◆ DATA SUPPLIED ◆
+===+
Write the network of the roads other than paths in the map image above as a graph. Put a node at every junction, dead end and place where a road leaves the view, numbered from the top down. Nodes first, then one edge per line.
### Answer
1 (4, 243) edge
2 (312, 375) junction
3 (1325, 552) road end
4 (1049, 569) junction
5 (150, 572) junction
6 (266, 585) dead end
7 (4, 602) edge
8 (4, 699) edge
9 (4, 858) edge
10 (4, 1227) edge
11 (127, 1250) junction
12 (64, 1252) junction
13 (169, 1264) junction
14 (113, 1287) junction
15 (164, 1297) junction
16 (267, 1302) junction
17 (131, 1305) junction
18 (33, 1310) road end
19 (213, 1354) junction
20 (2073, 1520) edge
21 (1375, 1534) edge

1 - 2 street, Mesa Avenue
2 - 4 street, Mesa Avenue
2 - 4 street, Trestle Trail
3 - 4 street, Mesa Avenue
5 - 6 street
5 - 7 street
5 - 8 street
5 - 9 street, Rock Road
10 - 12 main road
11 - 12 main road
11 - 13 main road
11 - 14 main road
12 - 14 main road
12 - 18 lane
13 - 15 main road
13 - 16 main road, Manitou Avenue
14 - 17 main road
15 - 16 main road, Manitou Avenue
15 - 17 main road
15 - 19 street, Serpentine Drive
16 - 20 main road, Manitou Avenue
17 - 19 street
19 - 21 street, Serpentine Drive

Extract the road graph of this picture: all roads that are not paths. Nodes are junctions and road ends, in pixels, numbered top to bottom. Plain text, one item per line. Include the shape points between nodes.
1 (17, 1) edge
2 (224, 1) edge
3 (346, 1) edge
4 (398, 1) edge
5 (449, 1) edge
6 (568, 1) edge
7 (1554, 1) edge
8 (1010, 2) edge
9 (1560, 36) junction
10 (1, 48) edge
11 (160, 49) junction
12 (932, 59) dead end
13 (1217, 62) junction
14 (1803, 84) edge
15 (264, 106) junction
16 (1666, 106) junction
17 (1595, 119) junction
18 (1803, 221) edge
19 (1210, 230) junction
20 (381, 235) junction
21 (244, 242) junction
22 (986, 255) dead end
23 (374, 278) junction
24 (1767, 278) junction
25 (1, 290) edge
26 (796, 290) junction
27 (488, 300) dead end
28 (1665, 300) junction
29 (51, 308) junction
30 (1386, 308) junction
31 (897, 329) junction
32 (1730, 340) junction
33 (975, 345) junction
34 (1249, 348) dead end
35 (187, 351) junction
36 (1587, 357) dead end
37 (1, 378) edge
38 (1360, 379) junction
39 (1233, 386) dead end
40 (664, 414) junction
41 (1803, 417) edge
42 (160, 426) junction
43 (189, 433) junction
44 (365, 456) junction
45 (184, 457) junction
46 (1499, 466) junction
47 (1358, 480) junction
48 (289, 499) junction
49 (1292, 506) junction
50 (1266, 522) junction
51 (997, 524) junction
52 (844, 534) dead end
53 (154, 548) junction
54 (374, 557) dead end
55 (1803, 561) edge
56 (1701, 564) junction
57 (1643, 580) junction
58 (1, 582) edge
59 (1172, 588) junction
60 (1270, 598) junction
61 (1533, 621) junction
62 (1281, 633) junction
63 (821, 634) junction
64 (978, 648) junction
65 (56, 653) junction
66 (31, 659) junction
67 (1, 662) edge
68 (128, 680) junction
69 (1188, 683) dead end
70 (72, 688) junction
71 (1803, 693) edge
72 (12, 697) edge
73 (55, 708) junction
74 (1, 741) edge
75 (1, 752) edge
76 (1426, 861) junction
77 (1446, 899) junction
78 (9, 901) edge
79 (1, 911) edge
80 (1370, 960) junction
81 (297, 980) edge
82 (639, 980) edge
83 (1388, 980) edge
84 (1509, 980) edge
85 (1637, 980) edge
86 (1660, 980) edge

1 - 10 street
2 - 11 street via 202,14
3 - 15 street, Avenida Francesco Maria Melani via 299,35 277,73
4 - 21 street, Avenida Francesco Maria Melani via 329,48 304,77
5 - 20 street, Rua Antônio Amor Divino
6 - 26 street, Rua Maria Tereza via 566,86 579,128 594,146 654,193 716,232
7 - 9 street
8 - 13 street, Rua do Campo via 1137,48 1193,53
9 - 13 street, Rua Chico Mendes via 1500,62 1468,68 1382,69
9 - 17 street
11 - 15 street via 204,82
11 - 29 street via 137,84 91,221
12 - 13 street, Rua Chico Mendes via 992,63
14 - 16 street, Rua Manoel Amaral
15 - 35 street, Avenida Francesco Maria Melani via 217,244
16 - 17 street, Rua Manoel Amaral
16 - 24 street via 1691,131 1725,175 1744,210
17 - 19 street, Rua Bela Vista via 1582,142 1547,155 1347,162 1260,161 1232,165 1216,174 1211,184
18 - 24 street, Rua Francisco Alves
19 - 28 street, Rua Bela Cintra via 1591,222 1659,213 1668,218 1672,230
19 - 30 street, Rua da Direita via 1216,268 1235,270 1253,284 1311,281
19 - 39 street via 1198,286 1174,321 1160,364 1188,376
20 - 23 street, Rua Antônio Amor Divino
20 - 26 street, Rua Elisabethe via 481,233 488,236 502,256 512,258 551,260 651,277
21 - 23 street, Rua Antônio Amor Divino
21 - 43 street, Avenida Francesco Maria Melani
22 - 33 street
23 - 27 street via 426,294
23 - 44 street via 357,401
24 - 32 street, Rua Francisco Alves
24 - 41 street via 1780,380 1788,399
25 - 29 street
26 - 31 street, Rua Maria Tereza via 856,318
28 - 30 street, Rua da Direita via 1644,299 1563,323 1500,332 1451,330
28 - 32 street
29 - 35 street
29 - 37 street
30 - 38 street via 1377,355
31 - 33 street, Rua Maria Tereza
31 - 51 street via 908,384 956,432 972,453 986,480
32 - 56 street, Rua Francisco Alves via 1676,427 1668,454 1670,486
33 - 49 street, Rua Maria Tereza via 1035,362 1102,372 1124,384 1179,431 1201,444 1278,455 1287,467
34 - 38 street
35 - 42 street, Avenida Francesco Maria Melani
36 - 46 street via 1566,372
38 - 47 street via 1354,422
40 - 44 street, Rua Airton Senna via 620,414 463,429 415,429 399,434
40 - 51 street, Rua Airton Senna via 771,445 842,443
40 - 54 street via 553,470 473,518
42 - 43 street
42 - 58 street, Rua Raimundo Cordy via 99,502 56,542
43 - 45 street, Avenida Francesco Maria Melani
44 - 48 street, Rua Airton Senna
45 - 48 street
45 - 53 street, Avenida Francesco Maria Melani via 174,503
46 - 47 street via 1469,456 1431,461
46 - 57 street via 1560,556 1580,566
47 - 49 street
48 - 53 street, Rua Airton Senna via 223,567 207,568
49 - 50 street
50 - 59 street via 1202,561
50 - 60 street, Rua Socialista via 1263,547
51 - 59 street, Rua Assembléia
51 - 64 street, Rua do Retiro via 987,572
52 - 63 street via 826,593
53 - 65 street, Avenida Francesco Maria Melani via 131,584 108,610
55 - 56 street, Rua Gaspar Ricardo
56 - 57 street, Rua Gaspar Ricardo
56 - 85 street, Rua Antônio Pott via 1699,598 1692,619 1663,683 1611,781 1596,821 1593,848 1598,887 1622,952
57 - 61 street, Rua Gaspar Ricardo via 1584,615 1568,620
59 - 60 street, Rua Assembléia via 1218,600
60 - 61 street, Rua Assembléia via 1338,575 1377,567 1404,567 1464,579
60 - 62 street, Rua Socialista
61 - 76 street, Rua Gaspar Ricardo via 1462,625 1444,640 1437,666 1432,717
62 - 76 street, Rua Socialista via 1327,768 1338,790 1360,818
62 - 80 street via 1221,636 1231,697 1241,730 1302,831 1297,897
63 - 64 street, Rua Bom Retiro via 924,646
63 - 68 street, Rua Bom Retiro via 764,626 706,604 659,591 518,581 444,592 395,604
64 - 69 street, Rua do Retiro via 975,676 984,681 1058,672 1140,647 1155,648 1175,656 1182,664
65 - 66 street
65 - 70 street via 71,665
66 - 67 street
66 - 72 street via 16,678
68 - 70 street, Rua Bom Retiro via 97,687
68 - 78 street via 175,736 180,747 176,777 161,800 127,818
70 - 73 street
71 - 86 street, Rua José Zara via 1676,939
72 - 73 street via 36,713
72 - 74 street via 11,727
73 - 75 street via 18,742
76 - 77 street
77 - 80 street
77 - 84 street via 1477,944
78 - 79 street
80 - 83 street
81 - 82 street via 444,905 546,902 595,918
+===+
◆ YOUR ASSIGNMENT ◆
Using the entries above, work out the number of lines containing the string "Maria", and supply only that number.

◆ SOLUTION FOR THIS TASK ◆
12